Onomatopoeia are words that represent sounds. In the English language, these words include ‘pop,’ ‘bang,’ ‘cuckoo,’ ‘woof,’ ‘meow,’ and ‘crackle.’ These words are used in a descriptive capacity and often add colour or flair to storytelling, making it easier to visualise or understand what the speaker is trying to convey. Many languages across the globe include onomatopoeia, and the Japanese language is no different.
There are five main categories in which onomatopoeia can fall into in Japanese – all languages have onomatopoeia categories. These categories are:
- Giseigo – used to describe animal and human sounds e.g. がぶがぶ (gabu gabu) – gulping
- Giongo – used to describe actual sounds made by inanimate objects and nature e.g. ざあざあ (zaa zaa) – the sound the rain makes
- Gitaigo – used to describe conditions and states e.g. ドキドキ (doki doki) – excitement
- Giyougo – used to describe movements and motions e.g. うとうと (uto uto) – to doze off
- Gijougo – used to describe feelings e.g. ニコニコ (niko niko) – cheerful
When compared to other languages Japanese onomatopoeia is much easier to learn as the words themselves are fun to say, hear and easy to remember. The Japanese language has often been described as difficult to pick up. If you are looking for ways to make yourself easily understood then onomatopoeia is a useful tool to achieve this.
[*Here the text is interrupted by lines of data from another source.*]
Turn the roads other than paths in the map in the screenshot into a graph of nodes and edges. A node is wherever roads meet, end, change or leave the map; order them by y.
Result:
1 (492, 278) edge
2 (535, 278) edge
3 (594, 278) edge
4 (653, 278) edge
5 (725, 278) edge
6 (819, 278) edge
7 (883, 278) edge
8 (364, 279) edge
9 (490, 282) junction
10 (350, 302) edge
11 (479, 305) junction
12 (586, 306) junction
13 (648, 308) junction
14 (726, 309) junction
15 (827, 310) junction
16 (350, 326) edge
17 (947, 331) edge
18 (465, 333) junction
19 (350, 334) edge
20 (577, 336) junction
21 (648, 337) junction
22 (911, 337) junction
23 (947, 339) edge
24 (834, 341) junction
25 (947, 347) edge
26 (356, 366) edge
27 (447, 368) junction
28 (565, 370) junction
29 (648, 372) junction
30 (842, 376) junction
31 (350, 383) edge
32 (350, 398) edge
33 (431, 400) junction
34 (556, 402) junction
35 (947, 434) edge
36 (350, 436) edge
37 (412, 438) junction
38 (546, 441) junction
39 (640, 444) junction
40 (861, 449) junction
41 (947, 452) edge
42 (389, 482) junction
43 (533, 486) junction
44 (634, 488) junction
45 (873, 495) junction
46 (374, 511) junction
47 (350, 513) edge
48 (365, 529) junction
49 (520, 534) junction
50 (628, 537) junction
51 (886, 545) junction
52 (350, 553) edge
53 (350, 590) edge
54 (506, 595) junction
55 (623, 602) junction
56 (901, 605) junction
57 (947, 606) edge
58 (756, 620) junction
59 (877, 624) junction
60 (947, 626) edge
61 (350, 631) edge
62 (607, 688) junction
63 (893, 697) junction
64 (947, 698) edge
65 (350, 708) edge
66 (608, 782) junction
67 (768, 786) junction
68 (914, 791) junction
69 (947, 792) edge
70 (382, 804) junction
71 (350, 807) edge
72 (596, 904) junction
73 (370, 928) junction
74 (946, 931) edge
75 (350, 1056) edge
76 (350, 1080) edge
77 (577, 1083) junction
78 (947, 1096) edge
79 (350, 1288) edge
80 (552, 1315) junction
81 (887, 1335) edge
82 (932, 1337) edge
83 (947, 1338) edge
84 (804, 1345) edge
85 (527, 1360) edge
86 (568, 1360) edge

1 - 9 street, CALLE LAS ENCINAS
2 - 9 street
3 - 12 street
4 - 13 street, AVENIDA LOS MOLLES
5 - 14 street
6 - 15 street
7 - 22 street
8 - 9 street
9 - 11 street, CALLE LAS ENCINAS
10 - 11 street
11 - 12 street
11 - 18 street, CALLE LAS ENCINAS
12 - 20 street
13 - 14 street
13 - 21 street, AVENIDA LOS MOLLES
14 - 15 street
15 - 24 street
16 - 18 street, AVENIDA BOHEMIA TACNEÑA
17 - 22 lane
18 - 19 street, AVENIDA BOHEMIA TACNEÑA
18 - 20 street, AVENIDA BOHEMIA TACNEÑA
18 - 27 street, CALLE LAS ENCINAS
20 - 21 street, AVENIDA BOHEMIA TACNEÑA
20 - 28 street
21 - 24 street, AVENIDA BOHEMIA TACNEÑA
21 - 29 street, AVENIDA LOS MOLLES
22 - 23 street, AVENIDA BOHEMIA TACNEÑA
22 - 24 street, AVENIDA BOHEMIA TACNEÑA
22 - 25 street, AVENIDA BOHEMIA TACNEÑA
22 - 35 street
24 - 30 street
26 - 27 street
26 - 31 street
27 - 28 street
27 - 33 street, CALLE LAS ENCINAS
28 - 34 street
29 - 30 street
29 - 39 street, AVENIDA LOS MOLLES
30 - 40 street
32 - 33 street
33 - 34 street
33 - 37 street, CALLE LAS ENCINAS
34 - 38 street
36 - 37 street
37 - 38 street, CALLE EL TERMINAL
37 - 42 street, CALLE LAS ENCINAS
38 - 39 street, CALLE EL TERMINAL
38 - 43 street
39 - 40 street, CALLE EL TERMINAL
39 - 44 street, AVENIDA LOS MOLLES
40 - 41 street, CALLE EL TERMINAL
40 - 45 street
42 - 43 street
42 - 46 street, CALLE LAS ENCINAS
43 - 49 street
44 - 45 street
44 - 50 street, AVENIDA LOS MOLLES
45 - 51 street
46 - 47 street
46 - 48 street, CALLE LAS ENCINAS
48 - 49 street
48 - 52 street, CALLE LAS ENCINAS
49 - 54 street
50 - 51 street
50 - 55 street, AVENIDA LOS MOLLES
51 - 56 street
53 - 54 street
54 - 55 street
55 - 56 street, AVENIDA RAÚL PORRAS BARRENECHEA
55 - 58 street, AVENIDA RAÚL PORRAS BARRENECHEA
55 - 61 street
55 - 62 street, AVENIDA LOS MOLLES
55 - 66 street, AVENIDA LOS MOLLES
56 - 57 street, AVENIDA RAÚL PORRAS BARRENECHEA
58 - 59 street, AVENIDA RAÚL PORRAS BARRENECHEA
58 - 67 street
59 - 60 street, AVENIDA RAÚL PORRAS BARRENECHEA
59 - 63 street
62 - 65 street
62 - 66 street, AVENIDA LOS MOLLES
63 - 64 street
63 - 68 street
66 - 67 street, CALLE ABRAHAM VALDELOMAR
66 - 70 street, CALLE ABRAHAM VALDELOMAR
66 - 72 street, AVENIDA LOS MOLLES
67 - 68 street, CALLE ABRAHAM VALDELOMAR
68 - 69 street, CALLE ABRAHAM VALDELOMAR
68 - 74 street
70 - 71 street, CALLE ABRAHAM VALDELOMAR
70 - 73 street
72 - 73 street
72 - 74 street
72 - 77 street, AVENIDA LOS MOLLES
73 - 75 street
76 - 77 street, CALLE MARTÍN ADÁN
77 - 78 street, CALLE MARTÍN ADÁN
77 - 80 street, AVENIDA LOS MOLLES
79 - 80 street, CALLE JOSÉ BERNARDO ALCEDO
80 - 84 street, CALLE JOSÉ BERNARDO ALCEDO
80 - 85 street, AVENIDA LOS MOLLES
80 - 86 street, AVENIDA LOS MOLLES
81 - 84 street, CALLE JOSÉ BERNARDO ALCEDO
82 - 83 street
Pairing up said phrases with verbs can also help to increase your confidence making expressing yourself a less daunting experience.
Try incorporating some of our favourite onomatopoeia into your sentences and spice up your Japanese language ability.
1.がぶがぶ (gabu gabu) – to gulp down a drink
ビールをがぶがぶ飲んだ – I guzzled beer.
2. パクパク (paku paku) – eating or chewing, the Pac-man video game comes from this name
彼はランチをパクパク食べた – He wolfed his lunch down.
3. にゃんにゃん (nyan nyan) – the meow of a cat
猫がにゃんにゃん鳴いている – A cat mews.
4.ドキドキ (doki doki) – to be excited
彼を見るとドキドキする – I feel my heart beating when I see him.
5. メーメー (mee mee) – the sound sheep make
ひつじがメーメー鳴いているのが聞こえた – I heard sheep bleating.
6. ざあざあ (zaa zaa) – the sound the rain makes
雨がざあざあ降っている– It’s raining heavily.
7. ニコニコ (niko niko) – cheerful
彼女はいつもにこにこしている – She is always smiling.
8. ジロジロ (jiro jiro) – to stare at someone
変な男の人が私をじろじろみている – A strange man is staring at me.
9. ベタベタ (beta beta) – sticky
ジュースをこぼして、手がべたべたする – I spilt juice and now my hand is sticky.
10. ぶーん (bun) – the buzzing of a bee
蜂がぶーんと飛んできた – A bee flew around me whilst making a buzzing noise.
11. ごろごろ (goro goro) – purring or growling
週末はごろごろしています – I’m a couch potato on the weekends.
12. ギリギリ (giri giri) – barely or narrowly
彼女はバスに乗り遅れた – She was almost late for the bus.
13. ぴかぴか (pika pika) – to shine, sparkle or glitter
ピカピカな爪が好きです– I like glittery nail colours.
14. うとうと (uto uto) – to doze off
お腹がいっぱいでうとうとする – We are so sleepy after having a big lunch.
15. ぴょんぴょん (pyon pyon) – jumping or bouncing
子供達が嬉しさで飛び跳ねている – The children are jumping with joy.